* **Exercise**:
Copy out each line of the data that holds the word "joint".

Data supplied START

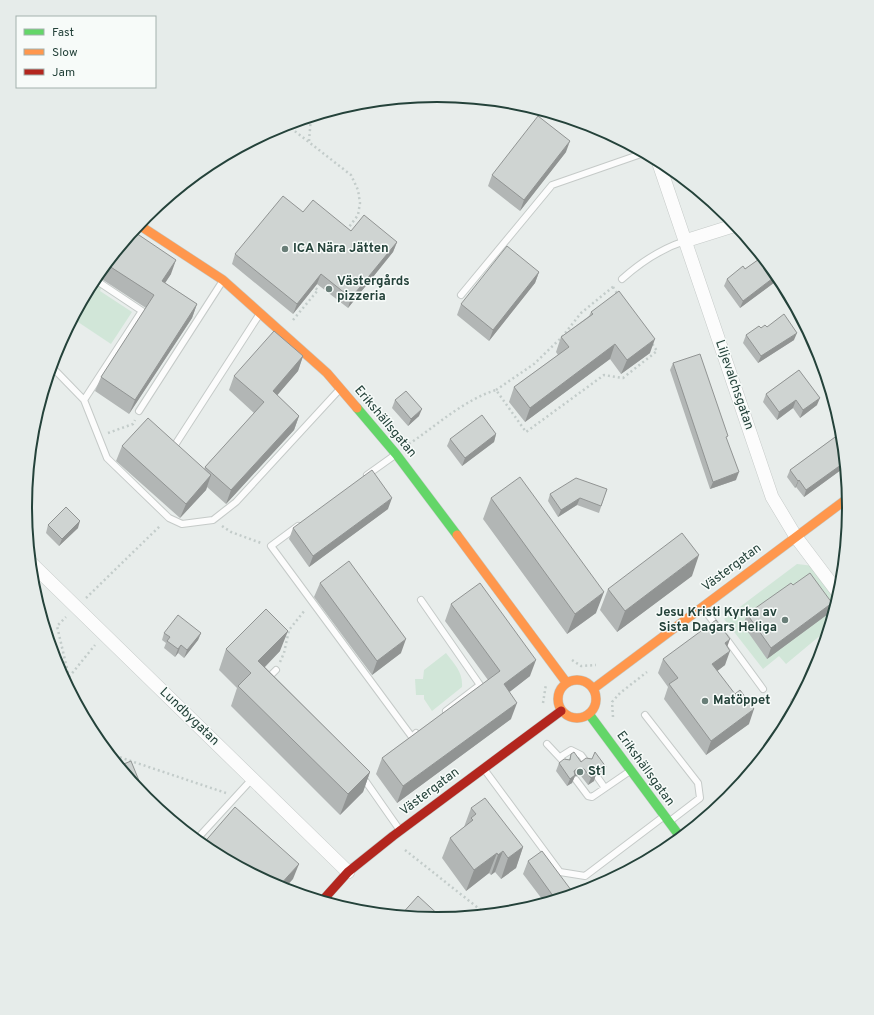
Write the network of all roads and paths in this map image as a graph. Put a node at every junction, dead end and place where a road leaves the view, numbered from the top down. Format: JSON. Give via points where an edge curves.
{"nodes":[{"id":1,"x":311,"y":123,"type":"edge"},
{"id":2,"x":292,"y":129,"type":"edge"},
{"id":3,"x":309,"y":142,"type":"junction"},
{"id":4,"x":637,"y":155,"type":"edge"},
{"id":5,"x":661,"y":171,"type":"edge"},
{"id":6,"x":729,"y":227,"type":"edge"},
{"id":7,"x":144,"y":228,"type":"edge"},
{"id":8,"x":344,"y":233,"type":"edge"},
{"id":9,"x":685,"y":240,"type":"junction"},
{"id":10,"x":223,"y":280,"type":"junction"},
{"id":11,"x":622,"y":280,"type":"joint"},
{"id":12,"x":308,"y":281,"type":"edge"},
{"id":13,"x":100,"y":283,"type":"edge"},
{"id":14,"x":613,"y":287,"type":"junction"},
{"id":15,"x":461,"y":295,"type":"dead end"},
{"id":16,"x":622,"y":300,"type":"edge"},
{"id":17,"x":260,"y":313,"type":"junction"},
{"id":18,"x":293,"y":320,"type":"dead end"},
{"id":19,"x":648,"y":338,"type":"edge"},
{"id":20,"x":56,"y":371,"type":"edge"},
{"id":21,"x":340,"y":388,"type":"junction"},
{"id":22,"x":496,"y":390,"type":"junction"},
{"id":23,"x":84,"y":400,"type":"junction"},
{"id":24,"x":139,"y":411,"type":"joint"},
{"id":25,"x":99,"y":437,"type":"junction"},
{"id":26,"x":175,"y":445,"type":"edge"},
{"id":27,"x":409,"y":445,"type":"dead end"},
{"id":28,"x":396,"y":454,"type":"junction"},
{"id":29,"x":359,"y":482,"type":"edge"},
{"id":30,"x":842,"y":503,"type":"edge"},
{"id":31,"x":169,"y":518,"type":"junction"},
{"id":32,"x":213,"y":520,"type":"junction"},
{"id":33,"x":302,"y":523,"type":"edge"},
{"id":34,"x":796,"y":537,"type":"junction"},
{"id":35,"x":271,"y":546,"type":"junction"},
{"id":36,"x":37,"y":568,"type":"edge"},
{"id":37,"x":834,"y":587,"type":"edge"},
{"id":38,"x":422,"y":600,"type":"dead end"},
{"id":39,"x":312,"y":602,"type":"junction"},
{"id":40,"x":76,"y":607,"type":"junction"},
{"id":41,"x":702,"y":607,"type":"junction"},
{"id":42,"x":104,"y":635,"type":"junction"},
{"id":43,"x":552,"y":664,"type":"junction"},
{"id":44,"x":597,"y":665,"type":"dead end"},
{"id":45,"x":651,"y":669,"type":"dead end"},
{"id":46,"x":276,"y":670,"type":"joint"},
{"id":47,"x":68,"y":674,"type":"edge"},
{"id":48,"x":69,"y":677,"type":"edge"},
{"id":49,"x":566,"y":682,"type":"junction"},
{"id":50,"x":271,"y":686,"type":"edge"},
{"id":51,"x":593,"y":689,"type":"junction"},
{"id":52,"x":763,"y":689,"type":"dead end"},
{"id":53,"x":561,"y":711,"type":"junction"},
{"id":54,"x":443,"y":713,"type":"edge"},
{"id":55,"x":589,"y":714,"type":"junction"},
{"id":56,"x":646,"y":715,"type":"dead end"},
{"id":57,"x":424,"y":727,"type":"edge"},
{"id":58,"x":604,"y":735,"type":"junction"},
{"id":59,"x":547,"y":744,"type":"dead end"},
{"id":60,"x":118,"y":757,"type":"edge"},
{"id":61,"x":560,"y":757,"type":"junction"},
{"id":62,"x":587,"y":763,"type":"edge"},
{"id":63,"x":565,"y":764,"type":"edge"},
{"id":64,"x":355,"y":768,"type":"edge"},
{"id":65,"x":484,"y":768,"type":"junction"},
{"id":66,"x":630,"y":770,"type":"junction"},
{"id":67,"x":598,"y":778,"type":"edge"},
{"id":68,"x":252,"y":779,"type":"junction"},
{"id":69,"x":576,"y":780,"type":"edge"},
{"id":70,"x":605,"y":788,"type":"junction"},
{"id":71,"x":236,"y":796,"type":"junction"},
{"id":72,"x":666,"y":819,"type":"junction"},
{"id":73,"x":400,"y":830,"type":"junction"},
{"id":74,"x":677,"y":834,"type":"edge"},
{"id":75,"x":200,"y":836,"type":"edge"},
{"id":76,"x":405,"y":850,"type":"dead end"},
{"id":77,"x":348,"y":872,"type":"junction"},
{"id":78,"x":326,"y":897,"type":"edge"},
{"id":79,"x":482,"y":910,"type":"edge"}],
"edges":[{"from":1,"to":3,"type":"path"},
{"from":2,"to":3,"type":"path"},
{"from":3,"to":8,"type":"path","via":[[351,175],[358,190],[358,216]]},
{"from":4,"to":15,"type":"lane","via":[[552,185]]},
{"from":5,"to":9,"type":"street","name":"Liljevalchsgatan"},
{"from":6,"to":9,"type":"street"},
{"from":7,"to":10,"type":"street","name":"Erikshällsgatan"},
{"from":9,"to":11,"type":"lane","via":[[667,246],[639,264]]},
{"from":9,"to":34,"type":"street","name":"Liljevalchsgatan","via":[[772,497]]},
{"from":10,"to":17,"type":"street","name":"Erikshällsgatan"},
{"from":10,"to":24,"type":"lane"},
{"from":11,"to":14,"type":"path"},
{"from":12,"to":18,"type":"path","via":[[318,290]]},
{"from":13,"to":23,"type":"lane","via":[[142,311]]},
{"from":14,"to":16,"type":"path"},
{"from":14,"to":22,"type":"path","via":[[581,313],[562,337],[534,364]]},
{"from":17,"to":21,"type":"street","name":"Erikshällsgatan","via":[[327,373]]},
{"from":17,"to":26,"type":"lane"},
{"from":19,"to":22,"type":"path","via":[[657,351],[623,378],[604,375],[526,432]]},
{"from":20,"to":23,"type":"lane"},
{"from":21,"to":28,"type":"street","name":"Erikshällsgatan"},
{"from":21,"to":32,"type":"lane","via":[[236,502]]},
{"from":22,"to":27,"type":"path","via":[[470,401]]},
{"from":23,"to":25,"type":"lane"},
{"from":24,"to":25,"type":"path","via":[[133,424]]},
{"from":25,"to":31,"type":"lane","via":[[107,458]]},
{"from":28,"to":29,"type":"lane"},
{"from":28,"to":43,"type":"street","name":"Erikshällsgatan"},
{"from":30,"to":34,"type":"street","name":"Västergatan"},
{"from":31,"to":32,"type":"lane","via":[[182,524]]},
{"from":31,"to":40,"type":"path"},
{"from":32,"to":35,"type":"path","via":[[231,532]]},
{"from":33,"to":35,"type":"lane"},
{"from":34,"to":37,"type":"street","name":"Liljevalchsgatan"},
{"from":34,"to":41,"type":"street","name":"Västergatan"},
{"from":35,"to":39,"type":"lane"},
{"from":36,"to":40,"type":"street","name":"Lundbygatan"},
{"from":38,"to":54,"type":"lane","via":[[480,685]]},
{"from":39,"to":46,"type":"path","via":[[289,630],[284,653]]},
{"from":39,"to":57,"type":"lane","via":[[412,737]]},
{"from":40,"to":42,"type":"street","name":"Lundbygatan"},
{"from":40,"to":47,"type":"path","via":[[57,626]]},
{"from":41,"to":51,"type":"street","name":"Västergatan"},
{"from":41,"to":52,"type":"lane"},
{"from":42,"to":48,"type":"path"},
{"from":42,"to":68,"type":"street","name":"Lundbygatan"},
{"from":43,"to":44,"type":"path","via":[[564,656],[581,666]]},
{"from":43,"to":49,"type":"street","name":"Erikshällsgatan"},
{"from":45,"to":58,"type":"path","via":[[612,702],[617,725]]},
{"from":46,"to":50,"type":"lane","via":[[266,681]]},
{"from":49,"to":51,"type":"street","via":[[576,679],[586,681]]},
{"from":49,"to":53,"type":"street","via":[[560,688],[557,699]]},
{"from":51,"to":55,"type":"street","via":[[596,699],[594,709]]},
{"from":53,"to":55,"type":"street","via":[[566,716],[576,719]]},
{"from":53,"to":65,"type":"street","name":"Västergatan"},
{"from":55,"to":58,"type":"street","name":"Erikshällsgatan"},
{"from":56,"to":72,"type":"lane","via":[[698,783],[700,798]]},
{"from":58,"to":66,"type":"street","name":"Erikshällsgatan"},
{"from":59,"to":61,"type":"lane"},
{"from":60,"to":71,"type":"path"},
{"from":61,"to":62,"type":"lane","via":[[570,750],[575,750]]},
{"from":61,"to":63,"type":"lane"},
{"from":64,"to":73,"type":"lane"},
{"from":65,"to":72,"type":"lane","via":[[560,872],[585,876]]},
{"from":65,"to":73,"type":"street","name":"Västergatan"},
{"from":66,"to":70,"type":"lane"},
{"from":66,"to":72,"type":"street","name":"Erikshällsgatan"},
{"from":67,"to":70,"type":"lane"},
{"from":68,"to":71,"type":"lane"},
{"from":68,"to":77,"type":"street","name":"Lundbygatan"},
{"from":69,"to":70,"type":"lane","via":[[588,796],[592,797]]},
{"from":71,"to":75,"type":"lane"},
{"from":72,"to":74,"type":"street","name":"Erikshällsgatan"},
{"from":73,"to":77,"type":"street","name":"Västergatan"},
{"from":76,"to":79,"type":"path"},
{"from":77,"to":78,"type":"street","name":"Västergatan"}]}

Data supplied END

* **Exercise output**:
{"id":11,"x":622,"y":280,"type":"joint"},
{"id":24,"x":139,"y":411,"type":"joint"},
{"id":46,"x":276,"y":670,"type":"joint"},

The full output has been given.